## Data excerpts
- - - - - - -

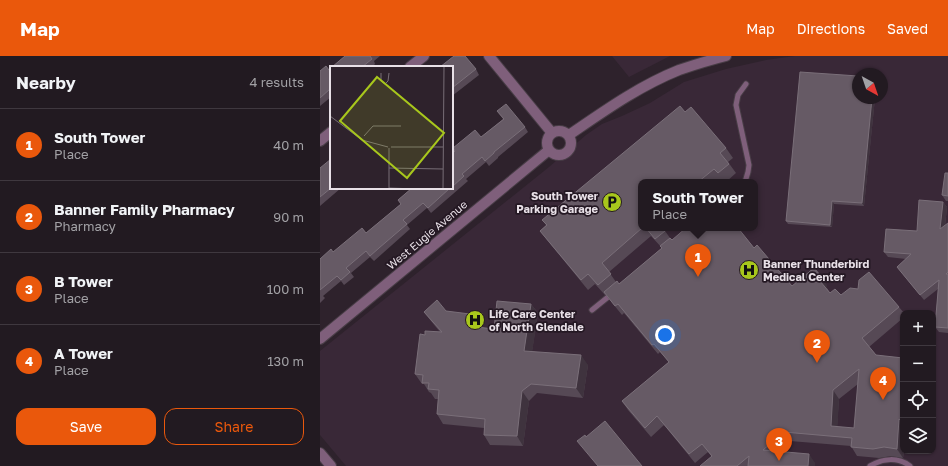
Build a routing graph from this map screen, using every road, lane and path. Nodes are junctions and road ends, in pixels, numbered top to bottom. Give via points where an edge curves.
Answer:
1 (424, 56) edge
2 (489, 56) edge
3 (726, 56) edge
4 (411, 66) edge
5 (746, 84) dead end
6 (330, 133) edge
7 (552, 133) junction
8 (569, 135) junction
9 (320, 142) edge
10 (549, 150) junction
11 (746, 179) edge
12 (619, 288) edge
13 (592, 310) dead end
14 (320, 339) edge
15 (320, 454) edge
16 (331, 466) edge
17 (870, 466) edge
18 (910, 466) edge

1 - 4 street
2 - 7 street
3 - 8 street via 680,70 655,82 620,100
5 - 11 lane via 738,95 736,105 749,165
6 - 9 street
7 - 8 street via 562,131
7 - 10 street via 547,139
8 - 10 street via 571,145 568,152 558,155
10 - 14 street, West Eugie Avenue
12 - 13 lane
15 - 16 street
17 - 18 lane via 881,461 895,460

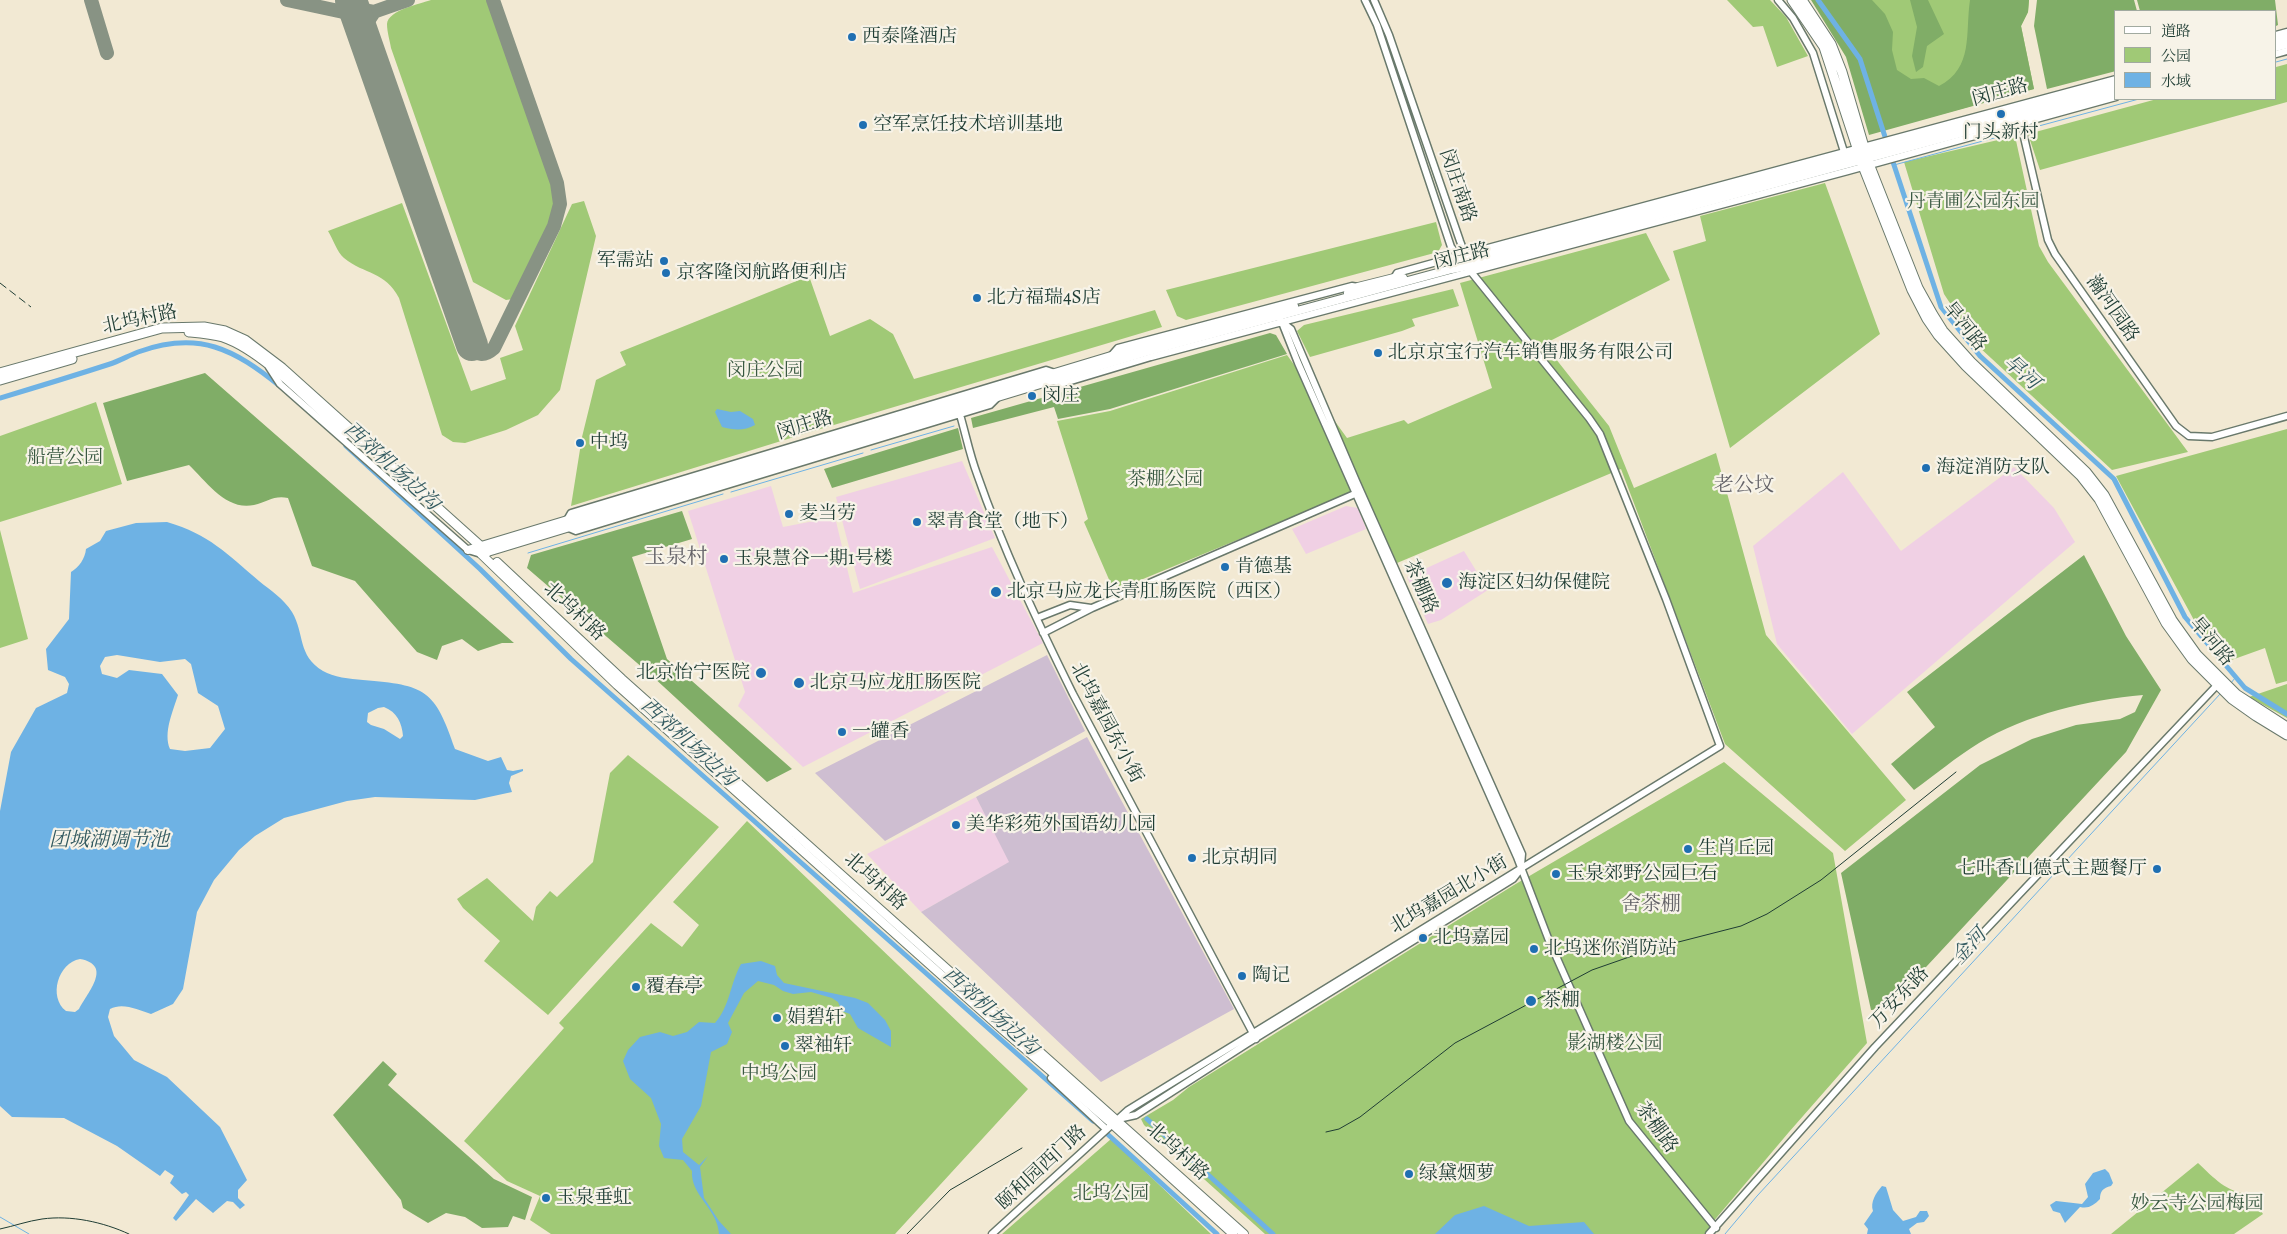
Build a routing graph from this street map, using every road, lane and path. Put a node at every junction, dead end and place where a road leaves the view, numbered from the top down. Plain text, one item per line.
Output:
1 (1365, 0) edge
2 (1374, 0) edge
3 (1778, 0) edge
4 (1792, 0) edge
5 (1802, 0) edge
6 (2114, 79) edge
7 (2114, 85) edge
8 (2114, 92) edge
9 (2114, 98) edge
10 (2045, 104) junction
11 (2021, 125) junction
12 (1894, 147) junction
13 (1877, 152) junction
14 (1845, 154) junction
15 (1863, 156) junction
16 (1762, 187) junction
17 (1776, 190) junction
18 (1464, 262) junction
19 (1355, 287) junction
20 (1279, 316) junction
21 (1111, 356) junction
22 (0, 373) edge
23 (1054, 376) junction
24 (0, 380) edge
25 (959, 411) junction
26 (2287, 416) edge
27 (1358, 492) junction
28 (568, 524) junction
29 (478, 550) junction
30 (1092, 608) junction
31 (1037, 618) junction
32 (1043, 633) junction
33 (2224, 688) junction
34 (2287, 727) edge
35 (2287, 735) edge
36 (1521, 869) junction
37 (1255, 1036) junction
38 (1047, 1068) junction
39 (1051, 1078) joint
40 (1112, 1124) junction
41 (1716, 1228) junction
42 (992, 1234) edge
43 (1232, 1234) edge
44 (1244, 1234) edge
45 (1710, 1234) edge

1 - 18 street, 闵庄南路
2 - 18 street, 闵庄南路
3 - 14 street
4 - 15 main road, 旱河路
5 - 15 main road, 旱河路
6 - 12 street, 闵庄路
7 - 10 main road, 闵庄路
8 - 11 main road, 闵庄路
9 - 11 street, 闵庄路
10 - 11 street
10 - 12 main road, 闵庄路
11 - 12 main road, 闵庄路
11 - 26 street, 瀚河园路
12 - 13 main road
12 - 13 street
13 - 15 main road, 闵庄路
13 - 15 street, 闵庄路
14 - 15 main road, 闵庄路
14 - 18 main road, 闵庄路
15 - 16 main road, 闵庄路
15 - 17 street, 闵庄路
15 - 33 main road, 旱河路
16 - 17 street
16 - 18 main road, 闵庄路
17 - 18 street, 闵庄路
18 - 19 main road, 闵庄路
18 - 20 main road, 闵庄路
18 - 36 street, 北坞嘉园北小街
19 - 20 main road, 闵庄路
19 - 21 street, 闵庄路
20 - 21 main road, 闵庄路
20 - 23 main road, 闵庄路
20 - 27 street, 茶棚路
21 - 23 main road, 闵庄路
22 - 29 main road, 北坞村路
23 - 25 main road, 闵庄路
23 - 28 main road, 闵庄路
24 - 29 main road, 北坞村路
25 - 28 main road, 闵庄路
25 - 31 street, 北坞嘉园东小街
27 - 30 street
27 - 36 street, 茶棚路
28 - 29 main road, 闵庄路
29 - 38 main road, 北坞村路
29 - 40 main road, 北坞村路
30 - 31 street
30 - 32 street
31 - 32 street, 北坞嘉园东小街
32 - 37 street, 北坞嘉园东小街
33 - 34 main road, 旱河路
33 - 35 main road, 旱河路
33 - 41 street, 万安东路
36 - 37 street, 北坞嘉园北小街
36 - 41 street, 茶棚路
37 - 40 street, 北坞嘉园北小街
38 - 39 main road
38 - 40 main road, 北坞村路
39 - 40 street, 北坞村路
40 - 42 street, 颐和园西门路
40 - 43 main road, 北坞村路
40 - 44 main road, 北坞村路
41 - 45 street, 万安东路

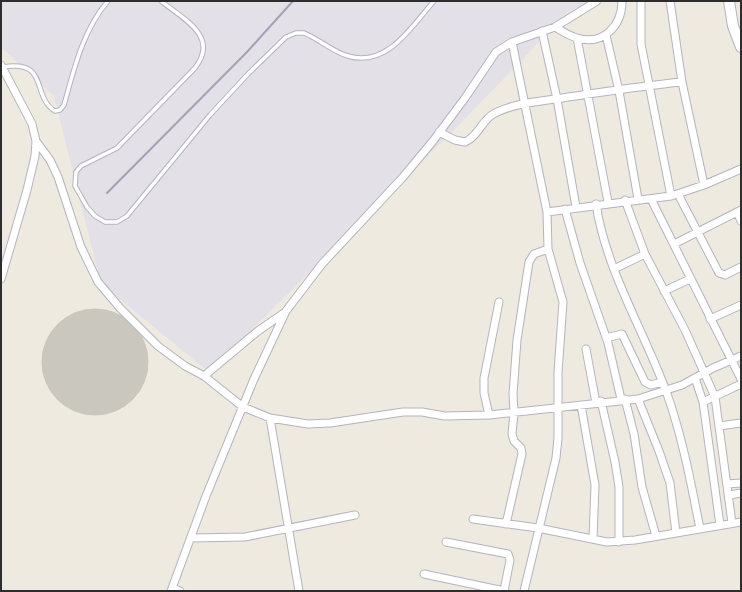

- - - - - - -

## What to do
Word for word, repeat each line of the records, and leave every image out.

## Reply
Build a routing graph from this map screen, using every road, lane and path. Nodes are junctions and road ends, in pixels, numbered top to bottom. Give via points where an edge curves.
Answer:
1 (424, 56) edge
2 (489, 56) edge
3 (726, 56) edge
4 (411, 66) edge
5 (746, 84) dead end
6 (330, 133) edge
7 (552, 133) junction
8 (569, 135) junction
9 (320, 142) edge
10 (549, 150) junction
11 (746, 179) edge
12 (619, 288) edge
13 (592, 310) dead end
14 (320, 339) edge
15 (320, 454) edge
16 (331, 466) edge
17 (870, 466) edge
18 (910, 466) edge

1 - 4 street
2 - 7 street
3 - 8 street via 680,70 655,82 620,100
5 - 11 lane via 738,95 736,105 749,165
6 - 9 street
7 - 8 street via 562,131
7 - 10 street via 547,139
8 - 10 street via 571,145 568,152 558,155
10 - 14 street, West Eugie Avenue
12 - 13 lane
15 - 16 street
17 - 18 lane via 881,461 895,460

Build a routing graph from this street map, using every road, lane and path. Put a node at every junction, dead end and place where a road leaves the view, numbered from the top down. Plain text, one item per line.
Output:
1 (1365, 0) edge
2 (1374, 0) edge
3 (1778, 0) edge
4 (1792, 0) edge
5 (1802, 0) edge
6 (2114, 79) edge
7 (2114, 85) edge
8 (2114, 92) edge
9 (2114, 98) edge
10 (2045, 104) junction
11 (2021, 125) junction
12 (1894, 147) junction
13 (1877, 152) junction
14 (1845, 154) junction
15 (1863, 156) junction
16 (1762, 187) junction
17 (1776, 190) junction
18 (1464, 262) junction
19 (1355, 287) junction
20 (1279, 316) junction
21 (1111, 356) junction
22 (0, 373) edge
23 (1054, 376) junction
24 (0, 380) edge
25 (959, 411) junction
26 (2287, 416) edge
27 (1358, 492) junction
28 (568, 524) junction
29 (478, 550) junction
30 (1092, 608) junction
31 (1037, 618) junction
32 (1043, 633) junction
33 (2224, 688) junction
34 (2287, 727) edge
35 (2287, 735) edge
36 (1521, 869) junction
37 (1255, 1036) junction
38 (1047, 1068) junction
39 (1051, 1078) joint
40 (1112, 1124) junction
41 (1716, 1228) junction
42 (992, 1234) edge
43 (1232, 1234) edge
44 (1244, 1234) edge
45 (1710, 1234) edge

1 - 18 street, 闵庄南路
2 - 18 street, 闵庄南路
3 - 14 street
4 - 15 main road, 旱河路
5 - 15 main road, 旱河路
6 - 12 street, 闵庄路
7 - 10 main road, 闵庄路
8 - 11 main road, 闵庄路
9 - 11 street, 闵庄路
10 - 11 street
10 - 12 main road, 闵庄路
11 - 12 main road, 闵庄路
11 - 26 street, 瀚河园路
12 - 13 main road
12 - 13 street
13 - 15 main road, 闵庄路
13 - 15 street, 闵庄路
14 - 15 main road, 闵庄路
14 - 18 main road, 闵庄路
15 - 16 main road, 闵庄路
15 - 17 street, 闵庄路
15 - 33 main road, 旱河路
16 - 17 street
16 - 18 main road, 闵庄路
17 - 18 street, 闵庄路
18 - 19 main road, 闵庄路
18 - 20 main road, 闵庄路
18 - 36 street, 北坞嘉园北小街
19 - 20 main road, 闵庄路
19 - 21 street, 闵庄路
20 - 21 main road, 闵庄路
20 - 23 main road, 闵庄路
20 - 27 street, 茶棚路
21 - 23 main road, 闵庄路
22 - 29 main road, 北坞村路
23 - 25 main road, 闵庄路
23 - 28 main road, 闵庄路
24 - 29 main road, 北坞村路
25 - 28 main road, 闵庄路
25 - 31 street, 北坞嘉园东小街
27 - 30 street
27 - 36 street, 茶棚路
28 - 29 main road, 闵庄路
29 - 38 main road, 北坞村路
29 - 40 main road, 北坞村路
30 - 31 street
30 - 32 street
31 - 32 street, 北坞嘉园东小街
32 - 37 street, 北坞嘉园东小街
33 - 34 main road, 旱河路
33 - 35 main road, 旱河路
33 - 41 street, 万安东路
36 - 37 street, 北坞嘉园北小街
36 - 41 street, 茶棚路
37 - 40 street, 北坞嘉园北小街
38 - 39 main road
38 - 40 main road, 北坞村路
39 - 40 street, 北坞村路
40 - 42 street, 颐和园西门路
40 - 43 main road, 北坞村路
40 - 44 main road, 北坞村路
41 - 45 street, 万安东路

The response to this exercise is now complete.